*WHAT IS EXPECTED*: Please output every line of the material as it stands, without the pictures.

*MATERIAL SHOWN*:
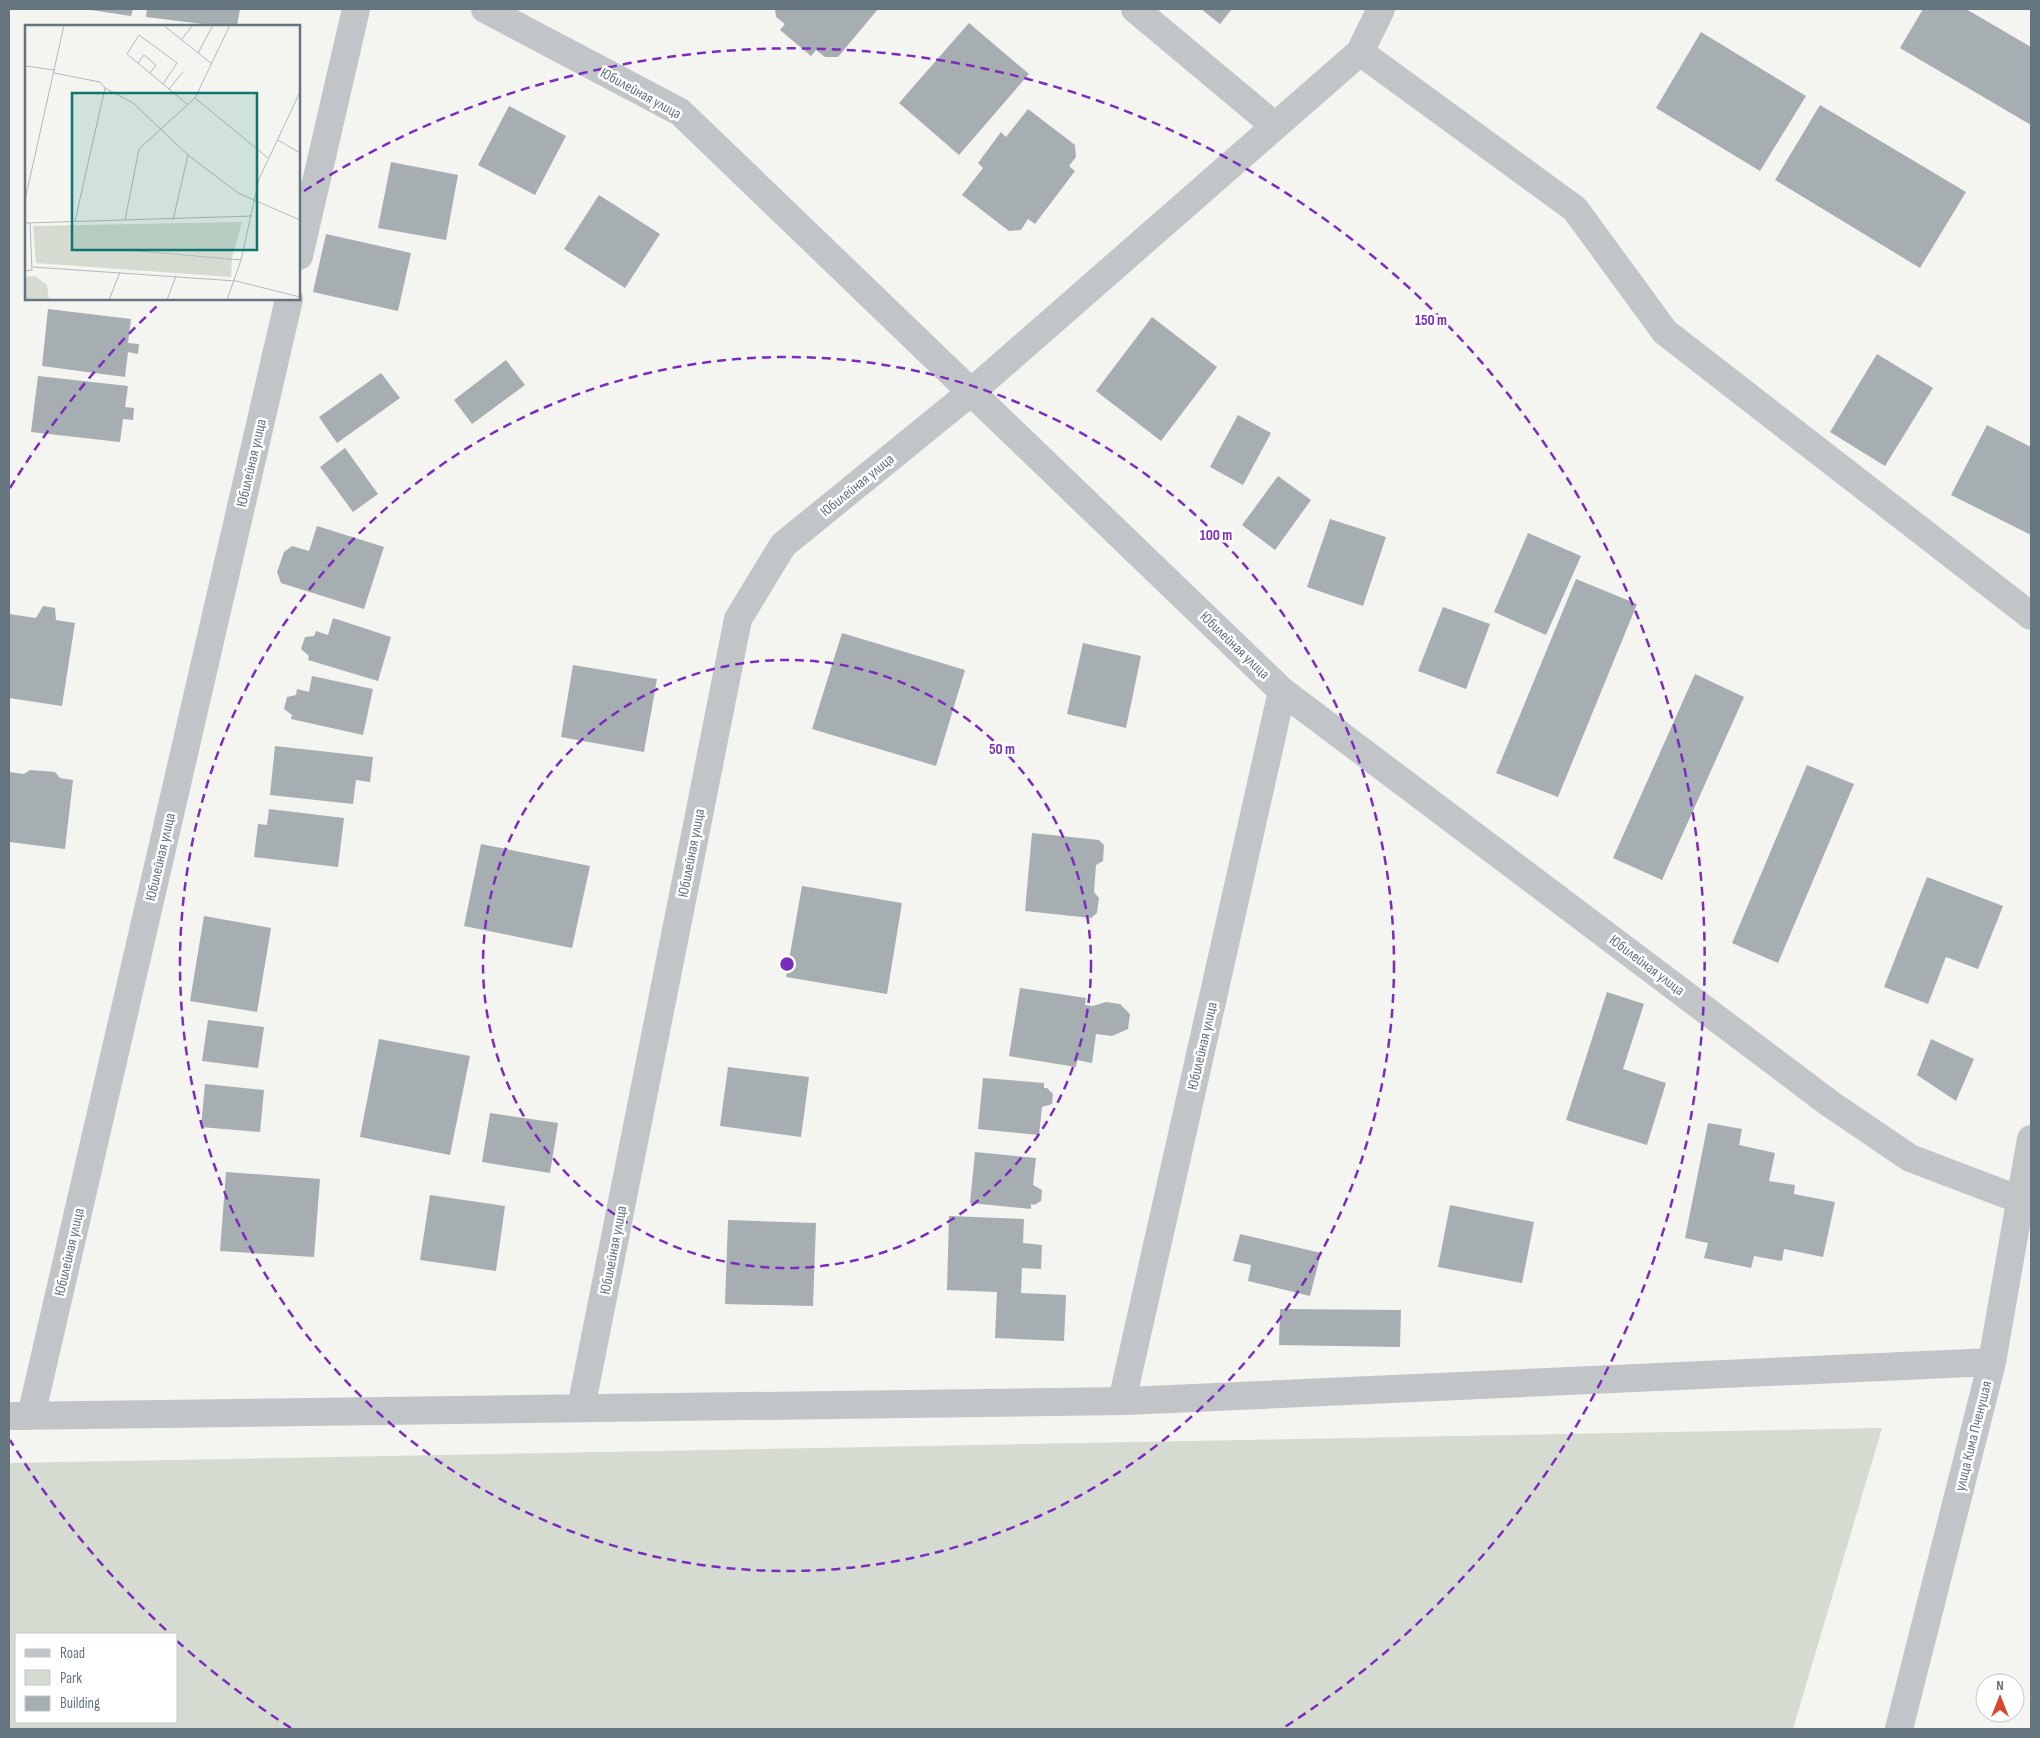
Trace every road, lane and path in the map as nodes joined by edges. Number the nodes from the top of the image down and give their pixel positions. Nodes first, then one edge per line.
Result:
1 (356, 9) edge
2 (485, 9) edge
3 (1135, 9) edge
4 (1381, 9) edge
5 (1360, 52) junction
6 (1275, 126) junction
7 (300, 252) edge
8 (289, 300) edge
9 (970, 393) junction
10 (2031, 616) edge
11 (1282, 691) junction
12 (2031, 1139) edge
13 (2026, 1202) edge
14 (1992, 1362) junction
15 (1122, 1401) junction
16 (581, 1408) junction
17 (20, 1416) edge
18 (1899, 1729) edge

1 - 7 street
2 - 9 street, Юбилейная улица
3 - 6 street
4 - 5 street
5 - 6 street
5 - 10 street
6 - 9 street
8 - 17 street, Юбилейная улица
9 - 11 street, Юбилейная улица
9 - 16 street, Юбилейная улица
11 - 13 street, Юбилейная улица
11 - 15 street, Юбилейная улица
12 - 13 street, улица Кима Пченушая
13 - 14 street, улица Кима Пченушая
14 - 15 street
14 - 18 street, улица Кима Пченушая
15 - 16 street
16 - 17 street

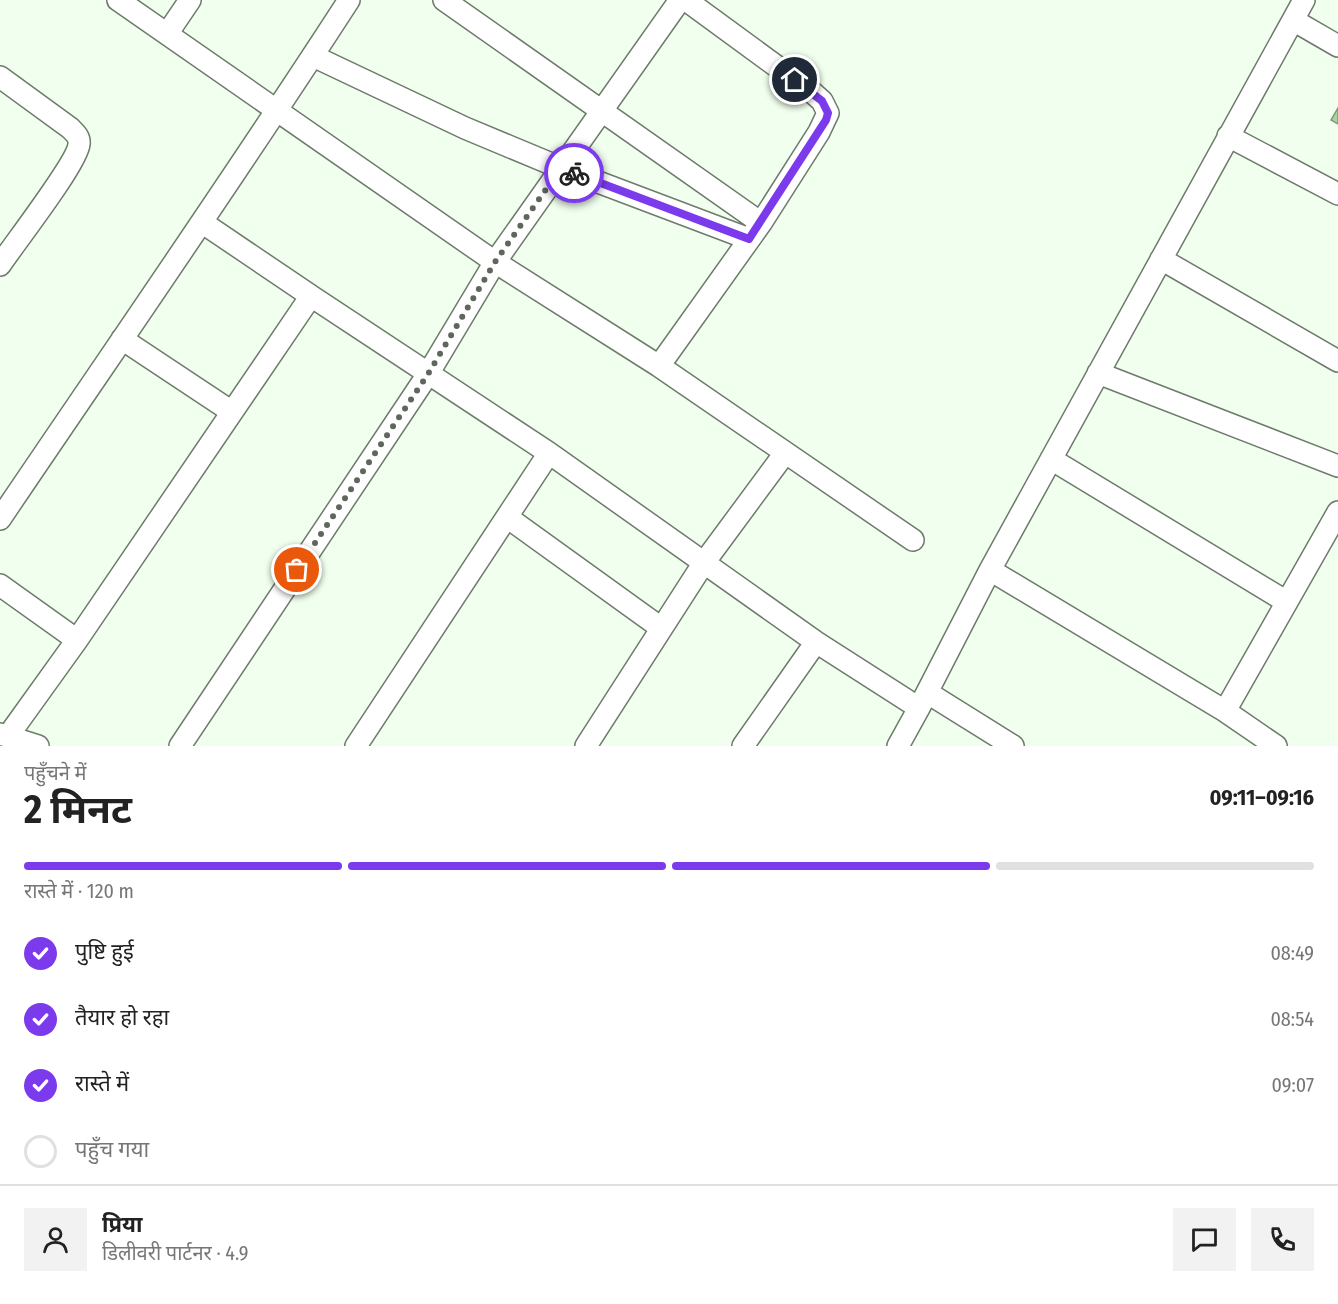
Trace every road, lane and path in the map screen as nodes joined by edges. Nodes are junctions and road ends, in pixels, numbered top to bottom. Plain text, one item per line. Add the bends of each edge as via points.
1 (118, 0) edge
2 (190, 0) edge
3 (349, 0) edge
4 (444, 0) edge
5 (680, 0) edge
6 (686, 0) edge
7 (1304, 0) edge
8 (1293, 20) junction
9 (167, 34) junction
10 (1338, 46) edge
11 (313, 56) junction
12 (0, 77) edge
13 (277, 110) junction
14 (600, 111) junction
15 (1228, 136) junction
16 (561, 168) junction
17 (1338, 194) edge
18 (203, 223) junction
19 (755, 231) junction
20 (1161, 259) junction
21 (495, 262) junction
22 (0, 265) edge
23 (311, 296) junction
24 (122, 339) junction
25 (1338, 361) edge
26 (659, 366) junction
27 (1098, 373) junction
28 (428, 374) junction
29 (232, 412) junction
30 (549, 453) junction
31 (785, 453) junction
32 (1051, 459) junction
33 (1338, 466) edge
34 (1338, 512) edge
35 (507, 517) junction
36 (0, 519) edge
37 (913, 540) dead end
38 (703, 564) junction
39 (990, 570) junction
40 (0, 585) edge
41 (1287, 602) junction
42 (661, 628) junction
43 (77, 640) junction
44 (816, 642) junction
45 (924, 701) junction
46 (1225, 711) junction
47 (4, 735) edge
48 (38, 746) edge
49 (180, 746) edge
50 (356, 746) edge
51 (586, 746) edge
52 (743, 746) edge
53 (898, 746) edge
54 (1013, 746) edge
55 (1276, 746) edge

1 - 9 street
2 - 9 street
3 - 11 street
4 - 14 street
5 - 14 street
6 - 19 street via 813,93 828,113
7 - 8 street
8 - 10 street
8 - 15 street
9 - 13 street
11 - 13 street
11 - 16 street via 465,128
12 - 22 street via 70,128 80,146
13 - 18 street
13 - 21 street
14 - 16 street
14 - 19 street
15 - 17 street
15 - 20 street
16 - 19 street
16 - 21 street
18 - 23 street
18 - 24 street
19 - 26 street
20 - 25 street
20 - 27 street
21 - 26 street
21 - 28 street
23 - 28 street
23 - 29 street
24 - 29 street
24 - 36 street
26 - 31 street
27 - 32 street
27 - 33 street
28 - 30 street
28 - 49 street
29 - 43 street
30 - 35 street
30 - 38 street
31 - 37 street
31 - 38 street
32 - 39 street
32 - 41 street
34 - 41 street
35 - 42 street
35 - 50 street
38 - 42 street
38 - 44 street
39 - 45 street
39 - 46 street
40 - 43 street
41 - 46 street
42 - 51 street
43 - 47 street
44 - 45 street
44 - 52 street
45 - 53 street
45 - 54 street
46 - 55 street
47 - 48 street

*SOLUTION FOR THIS EXERCISE*:
Trace every road, lane and path in the map as nodes joined by edges. Number the nodes from the top of the image down and give their pixel positions. Nodes first, then one edge per line.
Result:
1 (356, 9) edge
2 (485, 9) edge
3 (1135, 9) edge
4 (1381, 9) edge
5 (1360, 52) junction
6 (1275, 126) junction
7 (300, 252) edge
8 (289, 300) edge
9 (970, 393) junction
10 (2031, 616) edge
11 (1282, 691) junction
12 (2031, 1139) edge
13 (2026, 1202) edge
14 (1992, 1362) junction
15 (1122, 1401) junction
16 (581, 1408) junction
17 (20, 1416) edge
18 (1899, 1729) edge

1 - 7 street
2 - 9 street, Юбилейная улица
3 - 6 street
4 - 5 street
5 - 6 street
5 - 10 street
6 - 9 street
8 - 17 street, Юбилейная улица
9 - 11 street, Юбилейная улица
9 - 16 street, Юбилейная улица
11 - 13 street, Юбилейная улица
11 - 15 street, Юбилейная улица
12 - 13 street, улица Кима Пченушая
13 - 14 street, улица Кима Пченушая
14 - 15 street
14 - 18 street, улица Кима Пченушая
15 - 16 street
16 - 17 street

Trace every road, lane and path in the map screen as nodes joined by edges. Nodes are junctions and road ends, in pixels, numbered top to bottom. Plain text, one item per line. Add the bends of each edge as via points.
1 (118, 0) edge
2 (190, 0) edge
3 (349, 0) edge
4 (444, 0) edge
5 (680, 0) edge
6 (686, 0) edge
7 (1304, 0) edge
8 (1293, 20) junction
9 (167, 34) junction
10 (1338, 46) edge
11 (313, 56) junction
12 (0, 77) edge
13 (277, 110) junction
14 (600, 111) junction
15 (1228, 136) junction
16 (561, 168) junction
17 (1338, 194) edge
18 (203, 223) junction
19 (755, 231) junction
20 (1161, 259) junction
21 (495, 262) junction
22 (0, 265) edge
23 (311, 296) junction
24 (122, 339) junction
25 (1338, 361) edge
26 (659, 366) junction
27 (1098, 373) junction
28 (428, 374) junction
29 (232, 412) junction
30 (549, 453) junction
31 (785, 453) junction
32 (1051, 459) junction
33 (1338, 466) edge
34 (1338, 512) edge
35 (507, 517) junction
36 (0, 519) edge
37 (913, 540) dead end
38 (703, 564) junction
39 (990, 570) junction
40 (0, 585) edge
41 (1287, 602) junction
42 (661, 628) junction
43 (77, 640) junction
44 (816, 642) junction
45 (924, 701) junction
46 (1225, 711) junction
47 (4, 735) edge
48 (38, 746) edge
49 (180, 746) edge
50 (356, 746) edge
51 (586, 746) edge
52 (743, 746) edge
53 (898, 746) edge
54 (1013, 746) edge
55 (1276, 746) edge

1 - 9 street
2 - 9 street
3 - 11 street
4 - 14 street
5 - 14 street
6 - 19 street via 813,93 828,113
7 - 8 street
8 - 10 street
8 - 15 street
9 - 13 street
11 - 13 street
11 - 16 street via 465,128
12 - 22 street via 70,128 80,146
13 - 18 street
13 - 21 street
14 - 16 street
14 - 19 street
15 - 17 street
15 - 20 street
16 - 19 street
16 - 21 street
18 - 23 street
18 - 24 street
19 - 26 street
20 - 25 street
20 - 27 street
21 - 26 street
21 - 28 street
23 - 28 street
23 - 29 street
24 - 29 street
24 - 36 street
26 - 31 street
27 - 32 street
27 - 33 street
28 - 30 street
28 - 49 street
29 - 43 street
30 - 35 street
30 - 38 street
31 - 37 street
31 - 38 street
32 - 39 street
32 - 41 street
34 - 41 street
35 - 42 street
35 - 50 street
38 - 42 street
38 - 44 street
39 - 45 street
39 - 46 street
40 - 43 street
41 - 46 street
42 - 51 street
43 - 47 street
44 - 45 street
44 - 52 street
45 - 53 street
45 - 54 street
46 - 55 street
47 - 48 street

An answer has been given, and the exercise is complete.